Press Release
EPA Proposes to Fail Fairbanks’ Air Implementation Plan and Blocks the State from Defending Plan; Judge Allows
January 11, 2023
(Anchorage, AK) – Despite the U.S. Environmental Protection Agency’s (EPA) attempt to exclude the State of Alaska, on Jan. 9, a U.S. District Court judge granted the State’s motion to intervene in a case that involves regulation of the Fairbanks region’s air quality.
“Alaska needs to be a part of this, because Alaskans know best how to balance taking care of our communities and the environment,” said Alaska Attorney General Treg Taylor. “We want to ensure that costly and impractical control measures potentially imposed by the EPA aren’t adversely impacting our communities with no actual benefit.”
The lawsuit, Citizens for Clean Air v. Michael S. Regan, seeks to compel the EPA to approve or disapprove the state implementation plan (“SIP”) developed by the State of Alaska for the Fairbanks North Star Borough fine particulate matter (PM-2.5) nonattainment area under the Clean Air Act.
The EPA argued that the State completed its role and has “no protectable interest in the timing of EPA’s action.”
But as the State argues in its motion: “Indeed, only the State could articulate to the Court the technical complications that the State continues to face when attempting to implement the previous version of CMAQ ((Community Multiscale Air Quality Modeling System) and the amount of time and State resources that were expended in attempting to make an outdated modeling program work in a subarctic environment to demonstrate attainment.”

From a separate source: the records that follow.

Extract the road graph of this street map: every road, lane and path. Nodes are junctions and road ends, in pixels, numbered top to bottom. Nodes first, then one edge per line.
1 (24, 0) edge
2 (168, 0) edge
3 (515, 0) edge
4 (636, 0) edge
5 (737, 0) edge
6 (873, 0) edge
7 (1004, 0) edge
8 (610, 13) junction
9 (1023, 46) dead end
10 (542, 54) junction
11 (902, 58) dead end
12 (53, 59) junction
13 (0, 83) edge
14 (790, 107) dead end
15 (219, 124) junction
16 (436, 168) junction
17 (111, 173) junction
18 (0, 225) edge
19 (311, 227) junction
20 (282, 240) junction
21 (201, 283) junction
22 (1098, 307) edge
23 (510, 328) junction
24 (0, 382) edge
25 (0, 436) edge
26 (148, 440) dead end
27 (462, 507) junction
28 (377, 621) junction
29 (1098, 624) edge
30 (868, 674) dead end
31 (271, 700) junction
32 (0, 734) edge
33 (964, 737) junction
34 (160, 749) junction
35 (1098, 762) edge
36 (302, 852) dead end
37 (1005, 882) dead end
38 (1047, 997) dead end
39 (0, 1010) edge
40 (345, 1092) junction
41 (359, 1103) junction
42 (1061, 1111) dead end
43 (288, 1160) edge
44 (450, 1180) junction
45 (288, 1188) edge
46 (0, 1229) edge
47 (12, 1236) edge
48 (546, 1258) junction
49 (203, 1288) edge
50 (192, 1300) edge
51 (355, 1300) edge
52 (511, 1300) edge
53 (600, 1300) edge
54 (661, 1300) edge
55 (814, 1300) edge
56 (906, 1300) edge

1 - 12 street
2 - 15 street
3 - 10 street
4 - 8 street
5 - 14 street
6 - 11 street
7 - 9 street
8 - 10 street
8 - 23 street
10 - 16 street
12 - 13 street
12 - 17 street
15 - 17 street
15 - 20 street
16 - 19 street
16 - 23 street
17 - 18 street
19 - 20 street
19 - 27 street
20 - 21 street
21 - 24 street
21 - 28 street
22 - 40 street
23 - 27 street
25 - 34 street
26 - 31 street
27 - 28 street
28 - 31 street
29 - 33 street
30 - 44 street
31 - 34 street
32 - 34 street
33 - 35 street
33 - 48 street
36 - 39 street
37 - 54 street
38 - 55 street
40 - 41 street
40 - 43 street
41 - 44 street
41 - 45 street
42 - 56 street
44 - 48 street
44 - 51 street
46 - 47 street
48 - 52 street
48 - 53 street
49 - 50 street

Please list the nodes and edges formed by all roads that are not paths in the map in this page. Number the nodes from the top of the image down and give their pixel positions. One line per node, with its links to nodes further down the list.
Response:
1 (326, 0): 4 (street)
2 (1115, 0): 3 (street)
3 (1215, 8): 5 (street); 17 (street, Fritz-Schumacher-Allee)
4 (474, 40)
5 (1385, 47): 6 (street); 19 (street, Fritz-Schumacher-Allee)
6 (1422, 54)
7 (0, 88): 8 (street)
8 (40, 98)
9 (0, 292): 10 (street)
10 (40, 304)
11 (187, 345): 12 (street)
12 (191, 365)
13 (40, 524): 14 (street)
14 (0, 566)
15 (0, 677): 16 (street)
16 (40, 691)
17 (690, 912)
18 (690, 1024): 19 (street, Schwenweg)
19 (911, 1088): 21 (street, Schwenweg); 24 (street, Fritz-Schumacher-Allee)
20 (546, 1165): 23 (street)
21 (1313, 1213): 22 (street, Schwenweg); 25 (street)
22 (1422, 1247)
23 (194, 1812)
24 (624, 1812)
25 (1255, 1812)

The State argued, and the court agreed (340KB PDF), the State has a “significantly protectable interest in obtaining a correct determination regarding the deadline by which the EPA must approve or disapprove its SIP, its exclusion from this litigation would impair or impede its ability to protect that interest, and it does not appear that the EPA is inclined to pursue the arguments Alaska has raised.”
Jason Brune, Commissioner of the Department of Environmental Conservation, (DEC), said “DEC is committed to bringing healthy air to North Pole and Fairbanks. However, we will not sit back and let the EPA mandate hundreds of millions of dollars of additional costs to Interior residents without the return of associated health benefits.”
For more information contact Assistant Attorney General Cody Doig at Cody.Doig@alaska.gov.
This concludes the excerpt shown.